[EXERCISE DESCRIPTION]:
The whole listing below should be printed again exactly, with no images.

[AVAILABLE DATA]:
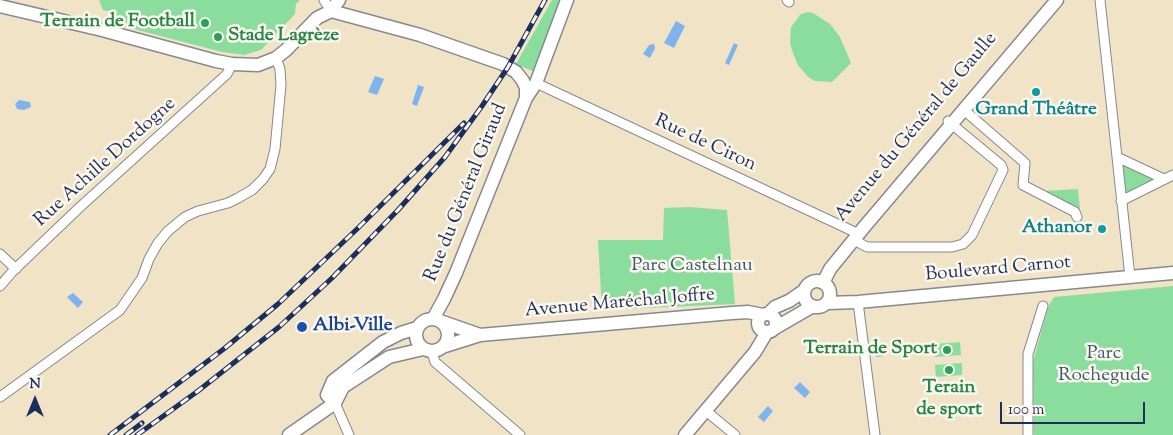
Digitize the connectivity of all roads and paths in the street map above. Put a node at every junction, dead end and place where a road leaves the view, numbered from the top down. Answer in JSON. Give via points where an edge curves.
{"nodes":[{"id":1,"x":324,"y":0,"type":"edge"},
{"id":2,"x":339,"y":0,"type":"edge"},
{"id":3,"x":567,"y":0,"type":"edge"},
{"id":4,"x":1050,"y":0,"type":"edge"},
{"id":5,"x":1057,"y":0,"type":"edge"},
{"id":6,"x":1100,"y":0,"type":"edge"},
{"id":7,"x":0,"y":6,"type":"edge"},
{"id":8,"x":331,"y":11,"type":"junction"},
{"id":9,"x":276,"y":58,"type":"junction"},
{"id":10,"x":232,"y":64,"type":"junction"},
{"id":11,"x":536,"y":82,"type":"junction"},
{"id":12,"x":526,"y":98,"type":"junction"},
{"id":13,"x":964,"y":110,"type":"junction"},
{"id":14,"x":950,"y":123,"type":"junction"},
{"id":15,"x":1117,"y":157,"type":"junction"},
{"id":16,"x":1173,"y":175,"type":"edge"},
{"id":17,"x":1164,"y":179,"type":"junction"},
{"id":18,"x":1122,"y":201,"type":"junction"},
{"id":19,"x":1077,"y":217,"type":"dead end"},
{"id":20,"x":856,"y":235,"type":"junction"},
{"id":21,"x":0,"y":254,"type":"edge"},
{"id":22,"x":16,"y":269,"type":"junction"},
{"id":23,"x":1173,"y":273,"type":"edge"},
{"id":24,"x":1130,"y":277,"type":"junction"},
{"id":25,"x":820,"y":282,"type":"junction"},
{"id":26,"x":0,"y":286,"type":"edge"},
{"id":27,"x":805,"y":290,"type":"junction"},
{"id":28,"x":858,"y":302,"type":"junction"},
{"id":29,"x":827,"y":303,"type":"junction"},
{"id":30,"x":813,"y":306,"type":"junction"},
{"id":31,"x":1043,"y":306,"type":"dead end"},
{"id":32,"x":766,"y":315,"type":"junction"},
{"id":33,"x":436,"y":320,"type":"junction"},
{"id":34,"x":417,"y":328,"type":"junction"},
{"id":35,"x":771,"y":330,"type":"junction"},
{"id":36,"x":480,"y":335,"type":"junction"},
{"id":37,"x":445,"y":346,"type":"junction"},
{"id":38,"x":427,"y":350,"type":"junction"},
{"id":39,"x":0,"y":397,"type":"edge"},
{"id":40,"x":335,"y":403,"type":"junction"},
{"id":41,"x":706,"y":411,"type":"junction"},
{"id":42,"x":289,"y":435,"type":"edge"},
{"id":43,"x":349,"y":435,"type":"edge"},
{"id":44,"x":520,"y":435,"type":"edge"},
{"id":45,"x":685,"y":435,"type":"edge"},
{"id":46,"x":735,"y":435,"type":"edge"},
{"id":47,"x":876,"y":435,"type":"edge"},
{"id":48,"x":1028,"y":435,"type":"edge"}],
"edges":[{"from":1,"to":8,"type":"street"},
{"from":2,"to":8,"type":"main road"},
{"from":3,"to":11,"type":"main road","name":"Rue du Général Giraud"},
{"from":4,"to":14,"type":"main road","name":"Avenue du Général de Gaulle"},
{"from":5,"to":13,"type":"main road","name":"Avenue du Général de Gaulle"},
{"from":6,"to":15,"type":"street"},
{"from":7,"to":10,"type":"main road"},
{"from":8,"to":9,"type":"main road","via":[[318,18]]},
{"from":8,"to":12,"type":"main road","via":[[420,35],[503,64],[523,81]]},
{"from":9,"to":10,"type":"main road","via":[[258,65]]},
{"from":9,"to":39,"type":"street","via":[[281,85],[275,149],[270,169],[263,179],[238,198],[185,217],[168,231],[120,310]]},
{"from":10,"to":22,"type":"street","name":"Rue Achille Dordogne","via":[[227,74],[80,206]]},
{"from":11,"to":12,"type":"main road","name":"Rue du Général Giraud"},
{"from":11,"to":20,"type":"street","name":"Rue de Ciron"},
{"from":12,"to":33,"type":"main road","name":"Rue du Général Giraud"},
{"from":13,"to":14,"type":"main road","name":"Avenue du Général de Gaulle"},
{"from":13,"to":19,"type":"street","via":[[1026,163],[1023,185],[1075,212]]},
{"from":14,"to":20,"type":"main road","name":"Avenue du Général de Gaulle"},
{"from":14,"to":20,"type":"street","name":"Rue de Ciron","via":[[1003,170],[972,236],[963,244],[952,247],[867,247]]},
{"from":15,"to":17,"type":"street"},
{"from":15,"to":18,"type":"street"},
{"from":16,"to":17,"type":"street"},
{"from":17,"to":18,"type":"street"},
{"from":18,"to":24,"type":"street"},
{"from":20,"to":25,"type":"main road","name":"Avenue du Général de Gaulle"},
{"from":21,"to":22,"type":"street"},
{"from":22,"to":26,"type":"street","name":"Rue Achille Dordogne"},
{"from":23,"to":24,"type":"main road","name":"Boulevard Carnot"},
{"from":24,"to":28,"type":"main road","name":"Boulevard Carnot"},
{"from":25,"to":27,"type":"main road","via":[[809,284]]},
{"from":25,"to":29,"type":"main road","via":[[829,288]]},
{"from":27,"to":30,"type":"main road","via":[[807,302]]},
{"from":27,"to":32,"type":"main road"},
{"from":28,"to":29,"type":"main road","name":"Boulevard Carnot"},
{"from":28,"to":47,"type":"street"},
{"from":29,"to":30,"type":"main road","via":[[821,307]]},
{"from":30,"to":35,"type":"main road"},
{"from":31,"to":48,"type":"street","via":[[1028,354]]},
{"from":32,"to":35,"type":"main road","via":[[759,320],[759,326],[762,331]]},
{"from":32,"to":36,"type":"main road","name":"Avenue Maréchal Joffre","via":[[732,313]]},
{"from":33,"to":34,"type":"main road","via":[[424,321]]},
{"from":33,"to":36,"type":"main road"},
{"from":33,"to":37,"type":"main road","via":[[444,324],[448,332]]},
{"from":34,"to":38,"type":"main road","via":[[417,342]]},
{"from":34,"to":40,"type":"main road","via":[[384,342],[333,381],[326,395]]},
{"from":35,"to":41,"type":"main road"},
{"from":36,"to":37,"type":"main road"},
{"from":37,"to":38,"type":"main road","via":[[437,351]]},
{"from":38,"to":40,"type":"main road","via":[[389,357],[343,388]]},
{"from":38,"to":44,"type":"street","via":[[435,362]]},
{"from":40,"to":42,"type":"main road"},
{"from":40,"to":43,"type":"street"},
{"from":41,"to":45,"type":"main road"},
{"from":41,"to":46,"type":"street"}]}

[RESULT]:
Digitize the connectivity of all roads and paths in the street map above. Put a node at every junction, dead end and place where a road leaves the view, numbered from the top down. Answer in JSON. Give via points where an edge curves.
{"nodes":[{"id":1,"x":324,"y":0,"type":"edge"},
{"id":2,"x":339,"y":0,"type":"edge"},
{"id":3,"x":567,"y":0,"type":"edge"},
{"id":4,"x":1050,"y":0,"type":"edge"},
{"id":5,"x":1057,"y":0,"type":"edge"},
{"id":6,"x":1100,"y":0,"type":"edge"},
{"id":7,"x":0,"y":6,"type":"edge"},
{"id":8,"x":331,"y":11,"type":"junction"},
{"id":9,"x":276,"y":58,"type":"junction"},
{"id":10,"x":232,"y":64,"type":"junction"},
{"id":11,"x":536,"y":82,"type":"junction"},
{"id":12,"x":526,"y":98,"type":"junction"},
{"id":13,"x":964,"y":110,"type":"junction"},
{"id":14,"x":950,"y":123,"type":"junction"},
{"id":15,"x":1117,"y":157,"type":"junction"},
{"id":16,"x":1173,"y":175,"type":"edge"},
{"id":17,"x":1164,"y":179,"type":"junction"},
{"id":18,"x":1122,"y":201,"type":"junction"},
{"id":19,"x":1077,"y":217,"type":"dead end"},
{"id":20,"x":856,"y":235,"type":"junction"},
{"id":21,"x":0,"y":254,"type":"edge"},
{"id":22,"x":16,"y":269,"type":"junction"},
{"id":23,"x":1173,"y":273,"type":"edge"},
{"id":24,"x":1130,"y":277,"type":"junction"},
{"id":25,"x":820,"y":282,"type":"junction"},
{"id":26,"x":0,"y":286,"type":"edge"},
{"id":27,"x":805,"y":290,"type":"junction"},
{"id":28,"x":858,"y":302,"type":"junction"},
{"id":29,"x":827,"y":303,"type":"junction"},
{"id":30,"x":813,"y":306,"type":"junction"},
{"id":31,"x":1043,"y":306,"type":"dead end"},
{"id":32,"x":766,"y":315,"type":"junction"},
{"id":33,"x":436,"y":320,"type":"junction"},
{"id":34,"x":417,"y":328,"type":"junction"},
{"id":35,"x":771,"y":330,"type":"junction"},
{"id":36,"x":480,"y":335,"type":"junction"},
{"id":37,"x":445,"y":346,"type":"junction"},
{"id":38,"x":427,"y":350,"type":"junction"},
{"id":39,"x":0,"y":397,"type":"edge"},
{"id":40,"x":335,"y":403,"type":"junction"},
{"id":41,"x":706,"y":411,"type":"junction"},
{"id":42,"x":289,"y":435,"type":"edge"},
{"id":43,"x":349,"y":435,"type":"edge"},
{"id":44,"x":520,"y":435,"type":"edge"},
{"id":45,"x":685,"y":435,"type":"edge"},
{"id":46,"x":735,"y":435,"type":"edge"},
{"id":47,"x":876,"y":435,"type":"edge"},
{"id":48,"x":1028,"y":435,"type":"edge"}],
"edges":[{"from":1,"to":8,"type":"street"},
{"from":2,"to":8,"type":"main road"},
{"from":3,"to":11,"type":"main road","name":"Rue du Général Giraud"},
{"from":4,"to":14,"type":"main road","name":"Avenue du Général de Gaulle"},
{"from":5,"to":13,"type":"main road","name":"Avenue du Général de Gaulle"},
{"from":6,"to":15,"type":"street"},
{"from":7,"to":10,"type":"main road"},
{"from":8,"to":9,"type":"main road","via":[[318,18]]},
{"from":8,"to":12,"type":"main road","via":[[420,35],[503,64],[523,81]]},
{"from":9,"to":10,"type":"main road","via":[[258,65]]},
{"from":9,"to":39,"type":"street","via":[[281,85],[275,149],[270,169],[263,179],[238,198],[185,217],[168,231],[120,310]]},
{"from":10,"to":22,"type":"street","name":"Rue Achille Dordogne","via":[[227,74],[80,206]]},
{"from":11,"to":12,"type":"main road","name":"Rue du Général Giraud"},
{"from":11,"to":20,"type":"street","name":"Rue de Ciron"},
{"from":12,"to":33,"type":"main road","name":"Rue du Général Giraud"},
{"from":13,"to":14,"type":"main road","name":"Avenue du Général de Gaulle"},
{"from":13,"to":19,"type":"street","via":[[1026,163],[1023,185],[1075,212]]},
{"from":14,"to":20,"type":"main road","name":"Avenue du Général de Gaulle"},
{"from":14,"to":20,"type":"street","name":"Rue de Ciron","via":[[1003,170],[972,236],[963,244],[952,247],[867,247]]},
{"from":15,"to":17,"type":"street"},
{"from":15,"to":18,"type":"street"},
{"from":16,"to":17,"type":"street"},
{"from":17,"to":18,"type":"street"},
{"from":18,"to":24,"type":"street"},
{"from":20,"to":25,"type":"main road","name":"Avenue du Général de Gaulle"},
{"from":21,"to":22,"type":"street"},
{"from":22,"to":26,"type":"street","name":"Rue Achille Dordogne"},
{"from":23,"to":24,"type":"main road","name":"Boulevard Carnot"},
{"from":24,"to":28,"type":"main road","name":"Boulevard Carnot"},
{"from":25,"to":27,"type":"main road","via":[[809,284]]},
{"from":25,"to":29,"type":"main road","via":[[829,288]]},
{"from":27,"to":30,"type":"main road","via":[[807,302]]},
{"from":27,"to":32,"type":"main road"},
{"from":28,"to":29,"type":"main road","name":"Boulevard Carnot"},
{"from":28,"to":47,"type":"street"},
{"from":29,"to":30,"type":"main road","via":[[821,307]]},
{"from":30,"to":35,"type":"main road"},
{"from":31,"to":48,"type":"street","via":[[1028,354]]},
{"from":32,"to":35,"type":"main road","via":[[759,320],[759,326],[762,331]]},
{"from":32,"to":36,"type":"main road","name":"Avenue Maréchal Joffre","via":[[732,313]]},
{"from":33,"to":34,"type":"main road","via":[[424,321]]},
{"from":33,"to":36,"type":"main road"},
{"from":33,"to":37,"type":"main road","via":[[444,324],[448,332]]},
{"from":34,"to":38,"type":"main road","via":[[417,342]]},
{"from":34,"to":40,"type":"main road","via":[[384,342],[333,381],[326,395]]},
{"from":35,"to":41,"type":"main road"},
{"from":36,"to":37,"type":"main road"},
{"from":37,"to":38,"type":"main road","via":[[437,351]]},
{"from":38,"to":40,"type":"main road","via":[[389,357],[343,388]]},
{"from":38,"to":44,"type":"street","via":[[435,362]]},
{"from":40,"to":42,"type":"main road"},
{"from":40,"to":43,"type":"street"},
{"from":41,"to":45,"type":"main road"},
{"from":41,"to":46,"type":"street"}]}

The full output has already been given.